WHAT YOU ARE ASKED TO DO:
Among the entries below, count each line holding the word "Lane". Write only the number.

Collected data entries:
=== Begin Enclosure ===
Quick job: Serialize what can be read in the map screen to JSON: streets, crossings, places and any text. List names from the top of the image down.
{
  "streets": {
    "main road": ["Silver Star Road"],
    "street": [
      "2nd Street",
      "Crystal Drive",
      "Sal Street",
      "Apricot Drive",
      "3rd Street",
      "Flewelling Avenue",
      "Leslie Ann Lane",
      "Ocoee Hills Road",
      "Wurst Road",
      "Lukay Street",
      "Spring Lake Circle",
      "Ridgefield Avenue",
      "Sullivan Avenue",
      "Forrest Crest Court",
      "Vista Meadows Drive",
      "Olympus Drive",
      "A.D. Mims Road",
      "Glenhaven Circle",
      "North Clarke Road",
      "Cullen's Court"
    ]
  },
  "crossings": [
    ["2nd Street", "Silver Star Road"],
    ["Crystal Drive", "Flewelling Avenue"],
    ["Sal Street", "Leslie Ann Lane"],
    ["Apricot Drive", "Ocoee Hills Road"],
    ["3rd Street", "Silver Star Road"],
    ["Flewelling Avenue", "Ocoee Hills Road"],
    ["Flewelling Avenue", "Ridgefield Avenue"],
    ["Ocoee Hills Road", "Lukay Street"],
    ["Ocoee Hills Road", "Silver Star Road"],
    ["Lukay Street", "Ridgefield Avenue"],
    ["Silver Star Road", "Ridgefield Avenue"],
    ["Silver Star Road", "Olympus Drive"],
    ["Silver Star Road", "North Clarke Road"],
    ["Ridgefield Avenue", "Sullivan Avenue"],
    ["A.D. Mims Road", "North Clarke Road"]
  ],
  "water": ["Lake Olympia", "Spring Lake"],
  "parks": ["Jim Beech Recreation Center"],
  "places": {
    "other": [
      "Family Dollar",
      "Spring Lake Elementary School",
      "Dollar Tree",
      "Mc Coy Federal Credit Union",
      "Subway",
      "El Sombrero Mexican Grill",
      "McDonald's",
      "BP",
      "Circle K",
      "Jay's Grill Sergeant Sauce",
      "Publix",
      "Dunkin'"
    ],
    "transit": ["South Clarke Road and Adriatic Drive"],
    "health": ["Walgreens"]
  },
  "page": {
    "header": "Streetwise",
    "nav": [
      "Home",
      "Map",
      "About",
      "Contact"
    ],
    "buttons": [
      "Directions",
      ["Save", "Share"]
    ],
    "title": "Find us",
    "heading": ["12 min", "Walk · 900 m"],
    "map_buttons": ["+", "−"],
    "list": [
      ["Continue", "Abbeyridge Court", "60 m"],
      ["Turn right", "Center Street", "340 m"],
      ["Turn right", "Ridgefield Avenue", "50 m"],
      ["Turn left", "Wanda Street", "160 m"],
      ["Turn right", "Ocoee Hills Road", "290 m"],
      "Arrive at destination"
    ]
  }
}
=== End Enclosure ===
OUTPUT BELOW:
2